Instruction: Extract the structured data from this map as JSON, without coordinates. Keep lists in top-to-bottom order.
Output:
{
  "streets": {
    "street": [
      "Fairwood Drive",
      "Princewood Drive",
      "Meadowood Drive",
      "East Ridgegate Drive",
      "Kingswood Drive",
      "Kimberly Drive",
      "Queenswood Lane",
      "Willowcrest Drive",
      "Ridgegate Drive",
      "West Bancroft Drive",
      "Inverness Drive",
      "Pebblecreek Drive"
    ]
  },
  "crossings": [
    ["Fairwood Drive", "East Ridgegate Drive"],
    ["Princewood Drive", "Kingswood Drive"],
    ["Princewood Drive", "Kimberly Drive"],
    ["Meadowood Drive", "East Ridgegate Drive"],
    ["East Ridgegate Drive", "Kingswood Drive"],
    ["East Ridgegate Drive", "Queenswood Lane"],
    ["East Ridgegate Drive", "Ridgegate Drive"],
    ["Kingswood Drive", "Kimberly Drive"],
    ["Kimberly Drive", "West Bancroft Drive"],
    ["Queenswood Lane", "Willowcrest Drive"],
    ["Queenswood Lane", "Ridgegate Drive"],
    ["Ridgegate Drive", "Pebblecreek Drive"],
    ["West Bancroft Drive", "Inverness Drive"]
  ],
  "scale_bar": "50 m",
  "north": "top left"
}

EXERCISE GOAL: The response should consist of all the entries, reproduced word for word.

RESULT OF THIS EXERCISE:
Instruction: Extract the structured data from this map as JSON, without coordinates. Keep lists in top-to-bottom order.
Output:
{
  "streets": {
    "street": [
      "Fairwood Drive",
      "Princewood Drive",
      "Meadowood Drive",
      "East Ridgegate Drive",
      "Kingswood Drive",
      "Kimberly Drive",
      "Queenswood Lane",
      "Willowcrest Drive",
      "Ridgegate Drive",
      "West Bancroft Drive",
      "Inverness Drive",
      "Pebblecreek Drive"
    ]
  },
  "crossings": [
    ["Fairwood Drive", "East Ridgegate Drive"],
    ["Princewood Drive", "Kingswood Drive"],
    ["Princewood Drive", "Kimberly Drive"],
    ["Meadowood Drive", "East Ridgegate Drive"],
    ["East Ridgegate Drive", "Kingswood Drive"],
    ["East Ridgegate Drive", "Queenswood Lane"],
    ["East Ridgegate Drive", "Ridgegate Drive"],
    ["Kingswood Drive", "Kimberly Drive"],
    ["Kimberly Drive", "West Bancroft Drive"],
    ["Queenswood Lane", "Willowcrest Drive"],
    ["Queenswood Lane", "Ridgegate Drive"],
    ["Ridgegate Drive", "Pebblecreek Drive"],
    ["West Bancroft Drive", "Inverness Drive"]
  ],
  "scale_bar": "50 m",
  "north": "top left"
}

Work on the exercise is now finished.